Spójrzcie tylko na lampę nad stolikiem kawowym... Tyle się napatrzyłam na żarówki na długich kablach w skandynawskich wnętrzach, że niedługo nie będę wyobrażała sobie aranżacji bez nich :) W salonie sprytnie ulokowano krzesło pod oknem. W ten sposób powstał kącik do czytania, czyli jakby nie patrzeć - domowa czytelnia ;) Galeria z typografią i obrazkami nad sofą wprowadza osobisty klimat. Elementy w ciemniejszych kolorach przełamują jednolitą biel.
Za ścianką przy sofie wydzielono nawet sypialnię. Co prawda składa się na nią jedno, osłonięte od wszystkiego łóżko, ale to o niebo lepsze rozwiązanie niż rozkładana sofa w salonie! I o niebo wygodniejsze ;) To zaskakujące, jak w prosty sposób można zagospodarować małą przestrzeń. Wystarczy tylko znaleźć odpowiednie inspiracje :)
Przedpokój ma całkiem wygodne rozmiary, a nieregularny kształt umożliwił wygospodarowanie miejsca na mały domowy gabinet.
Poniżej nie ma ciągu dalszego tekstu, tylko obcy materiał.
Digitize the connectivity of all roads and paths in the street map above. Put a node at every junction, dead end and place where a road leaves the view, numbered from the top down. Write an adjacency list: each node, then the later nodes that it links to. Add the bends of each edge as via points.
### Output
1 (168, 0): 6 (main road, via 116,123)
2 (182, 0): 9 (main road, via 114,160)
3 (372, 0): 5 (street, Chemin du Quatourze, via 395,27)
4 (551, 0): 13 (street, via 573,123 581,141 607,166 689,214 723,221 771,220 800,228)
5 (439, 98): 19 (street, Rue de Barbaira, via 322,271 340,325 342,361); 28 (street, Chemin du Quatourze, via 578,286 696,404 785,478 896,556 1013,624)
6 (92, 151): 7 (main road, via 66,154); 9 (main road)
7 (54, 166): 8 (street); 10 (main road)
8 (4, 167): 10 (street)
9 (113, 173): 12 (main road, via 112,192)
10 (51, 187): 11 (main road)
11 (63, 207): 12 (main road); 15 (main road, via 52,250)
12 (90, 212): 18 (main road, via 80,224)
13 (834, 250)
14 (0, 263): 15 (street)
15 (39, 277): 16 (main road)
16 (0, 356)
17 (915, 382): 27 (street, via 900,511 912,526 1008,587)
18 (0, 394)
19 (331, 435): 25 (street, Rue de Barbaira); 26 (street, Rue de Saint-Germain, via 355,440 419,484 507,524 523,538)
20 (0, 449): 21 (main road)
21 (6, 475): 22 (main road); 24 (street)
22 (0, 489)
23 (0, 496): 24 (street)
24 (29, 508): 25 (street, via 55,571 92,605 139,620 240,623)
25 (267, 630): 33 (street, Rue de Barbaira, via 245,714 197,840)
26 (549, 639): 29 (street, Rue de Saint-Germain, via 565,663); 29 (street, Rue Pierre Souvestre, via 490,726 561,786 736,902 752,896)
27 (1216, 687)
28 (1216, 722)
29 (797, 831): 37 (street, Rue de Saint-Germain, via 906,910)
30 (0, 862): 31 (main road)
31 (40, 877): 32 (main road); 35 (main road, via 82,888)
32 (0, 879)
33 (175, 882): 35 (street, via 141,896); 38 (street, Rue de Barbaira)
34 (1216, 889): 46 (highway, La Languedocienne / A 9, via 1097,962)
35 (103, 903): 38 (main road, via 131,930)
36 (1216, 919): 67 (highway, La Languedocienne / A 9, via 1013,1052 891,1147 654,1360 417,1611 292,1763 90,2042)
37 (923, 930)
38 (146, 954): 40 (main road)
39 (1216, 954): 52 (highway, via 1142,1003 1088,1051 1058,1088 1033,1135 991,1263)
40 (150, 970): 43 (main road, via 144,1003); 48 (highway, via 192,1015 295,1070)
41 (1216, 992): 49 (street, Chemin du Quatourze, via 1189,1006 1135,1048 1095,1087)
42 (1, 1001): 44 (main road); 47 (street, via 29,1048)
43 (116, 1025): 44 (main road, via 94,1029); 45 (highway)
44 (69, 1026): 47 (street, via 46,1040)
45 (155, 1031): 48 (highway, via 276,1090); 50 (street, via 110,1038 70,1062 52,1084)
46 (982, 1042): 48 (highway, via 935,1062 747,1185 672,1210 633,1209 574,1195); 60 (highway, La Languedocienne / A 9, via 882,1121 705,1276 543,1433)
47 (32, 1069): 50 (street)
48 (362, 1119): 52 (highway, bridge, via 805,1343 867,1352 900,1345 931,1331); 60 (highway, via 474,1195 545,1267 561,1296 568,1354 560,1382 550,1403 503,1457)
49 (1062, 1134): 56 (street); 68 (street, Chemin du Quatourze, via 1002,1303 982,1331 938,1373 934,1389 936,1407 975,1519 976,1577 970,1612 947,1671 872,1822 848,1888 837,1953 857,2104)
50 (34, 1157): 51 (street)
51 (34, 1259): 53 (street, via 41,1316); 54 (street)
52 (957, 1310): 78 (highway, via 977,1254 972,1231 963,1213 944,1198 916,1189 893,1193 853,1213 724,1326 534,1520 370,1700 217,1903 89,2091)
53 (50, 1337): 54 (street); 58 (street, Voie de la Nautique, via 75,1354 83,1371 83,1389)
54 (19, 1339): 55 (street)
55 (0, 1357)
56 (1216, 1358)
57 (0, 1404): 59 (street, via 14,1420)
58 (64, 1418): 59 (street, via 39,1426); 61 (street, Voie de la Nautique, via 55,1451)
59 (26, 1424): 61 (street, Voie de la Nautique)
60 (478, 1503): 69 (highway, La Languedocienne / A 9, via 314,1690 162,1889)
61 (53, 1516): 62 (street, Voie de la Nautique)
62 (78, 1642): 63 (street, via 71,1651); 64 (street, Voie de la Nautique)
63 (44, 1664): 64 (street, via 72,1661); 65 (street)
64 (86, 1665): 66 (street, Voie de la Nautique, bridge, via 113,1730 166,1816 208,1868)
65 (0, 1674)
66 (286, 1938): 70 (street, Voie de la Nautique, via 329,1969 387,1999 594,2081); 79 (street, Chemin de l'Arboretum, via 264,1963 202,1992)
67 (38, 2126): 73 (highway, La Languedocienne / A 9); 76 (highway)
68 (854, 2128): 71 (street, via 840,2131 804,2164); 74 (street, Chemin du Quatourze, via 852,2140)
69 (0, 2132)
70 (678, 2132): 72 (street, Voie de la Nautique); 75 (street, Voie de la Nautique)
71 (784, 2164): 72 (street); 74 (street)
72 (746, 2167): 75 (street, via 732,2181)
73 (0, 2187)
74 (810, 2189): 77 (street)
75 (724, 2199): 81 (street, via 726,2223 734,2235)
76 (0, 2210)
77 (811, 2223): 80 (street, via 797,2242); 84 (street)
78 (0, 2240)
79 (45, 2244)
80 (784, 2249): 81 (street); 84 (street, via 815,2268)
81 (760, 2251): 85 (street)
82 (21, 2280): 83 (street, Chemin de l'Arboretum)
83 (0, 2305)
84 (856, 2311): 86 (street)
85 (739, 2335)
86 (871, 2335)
Biurko, krzesło i dekoracje nie tylko urozmaicają przestrzeń na wejściu do mieszkania, ale też zapewniają komfortowe warunki do pracy.
W łazience prysznic oddzielony jest od reszty ścianką z luksferów. To w sumie najlepsze wyjście na tak małym metrażu. Biel i czerń odważnie ze sobą kontrastują, a listewka drewna w miodowym odcieniu dodaje ciepła. I jak podoba Wam się całe mieszkanko?